Keyword search on "then": report each line of the records that contains it.

SOURCE INFORMATION: Begin

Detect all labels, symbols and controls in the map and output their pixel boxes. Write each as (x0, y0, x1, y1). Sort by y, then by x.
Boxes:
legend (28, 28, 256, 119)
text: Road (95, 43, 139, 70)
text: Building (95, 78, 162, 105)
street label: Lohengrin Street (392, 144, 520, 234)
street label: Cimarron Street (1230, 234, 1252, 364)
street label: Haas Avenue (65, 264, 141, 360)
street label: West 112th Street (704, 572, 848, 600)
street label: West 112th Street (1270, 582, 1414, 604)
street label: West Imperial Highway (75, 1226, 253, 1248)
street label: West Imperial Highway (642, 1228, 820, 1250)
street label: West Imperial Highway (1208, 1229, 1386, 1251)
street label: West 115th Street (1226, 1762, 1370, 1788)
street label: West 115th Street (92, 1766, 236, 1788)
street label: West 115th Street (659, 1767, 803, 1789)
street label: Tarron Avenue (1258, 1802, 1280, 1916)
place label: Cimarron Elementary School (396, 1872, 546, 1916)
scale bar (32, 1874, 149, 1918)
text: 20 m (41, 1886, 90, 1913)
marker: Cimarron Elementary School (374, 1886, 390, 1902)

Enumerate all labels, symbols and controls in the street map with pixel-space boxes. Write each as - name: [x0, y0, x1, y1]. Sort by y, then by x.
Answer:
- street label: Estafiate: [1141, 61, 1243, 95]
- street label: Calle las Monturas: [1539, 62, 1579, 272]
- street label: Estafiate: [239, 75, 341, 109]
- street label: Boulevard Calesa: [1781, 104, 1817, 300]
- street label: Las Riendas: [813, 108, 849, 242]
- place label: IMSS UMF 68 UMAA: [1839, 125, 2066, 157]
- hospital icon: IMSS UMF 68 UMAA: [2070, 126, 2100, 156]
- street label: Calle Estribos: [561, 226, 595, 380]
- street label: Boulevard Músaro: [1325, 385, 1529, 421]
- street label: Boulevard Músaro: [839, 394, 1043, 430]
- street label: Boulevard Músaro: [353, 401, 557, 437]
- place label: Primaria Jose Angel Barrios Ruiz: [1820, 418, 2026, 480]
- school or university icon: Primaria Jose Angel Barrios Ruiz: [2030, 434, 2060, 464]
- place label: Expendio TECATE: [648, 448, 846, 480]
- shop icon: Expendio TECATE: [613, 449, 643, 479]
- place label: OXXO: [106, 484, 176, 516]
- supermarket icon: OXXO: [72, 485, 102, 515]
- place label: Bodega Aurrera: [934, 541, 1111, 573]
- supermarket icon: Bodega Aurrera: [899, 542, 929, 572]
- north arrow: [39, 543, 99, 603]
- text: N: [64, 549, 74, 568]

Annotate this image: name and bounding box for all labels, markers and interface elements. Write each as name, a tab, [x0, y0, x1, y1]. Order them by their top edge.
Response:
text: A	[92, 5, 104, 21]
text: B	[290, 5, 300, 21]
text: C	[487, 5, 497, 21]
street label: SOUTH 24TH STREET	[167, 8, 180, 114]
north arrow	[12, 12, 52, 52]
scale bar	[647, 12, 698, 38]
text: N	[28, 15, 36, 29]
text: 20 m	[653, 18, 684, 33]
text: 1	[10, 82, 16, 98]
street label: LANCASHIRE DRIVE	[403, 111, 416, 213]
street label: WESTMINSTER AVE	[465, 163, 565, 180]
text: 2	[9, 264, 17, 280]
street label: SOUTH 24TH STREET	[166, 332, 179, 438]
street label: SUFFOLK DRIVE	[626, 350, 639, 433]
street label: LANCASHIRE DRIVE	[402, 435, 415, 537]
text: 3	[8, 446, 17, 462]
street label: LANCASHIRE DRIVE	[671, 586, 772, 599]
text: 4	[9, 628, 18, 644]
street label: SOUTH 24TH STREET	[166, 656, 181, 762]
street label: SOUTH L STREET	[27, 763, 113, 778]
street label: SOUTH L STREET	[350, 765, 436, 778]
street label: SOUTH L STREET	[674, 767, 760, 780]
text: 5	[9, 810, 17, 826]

SOURCE INFORMATION: End

# [TASK RESULT]
Detect all labels, symbols and controls in the map and output their pixel boxes. Write each as (x0, y0, x1, y1). Sort by y, then by x.
Enumerate all labels, symbols and controls in the street map with pixel-space boxes. Write each as - name: [x0, y0, x1, y1]. Sort by y, then by x.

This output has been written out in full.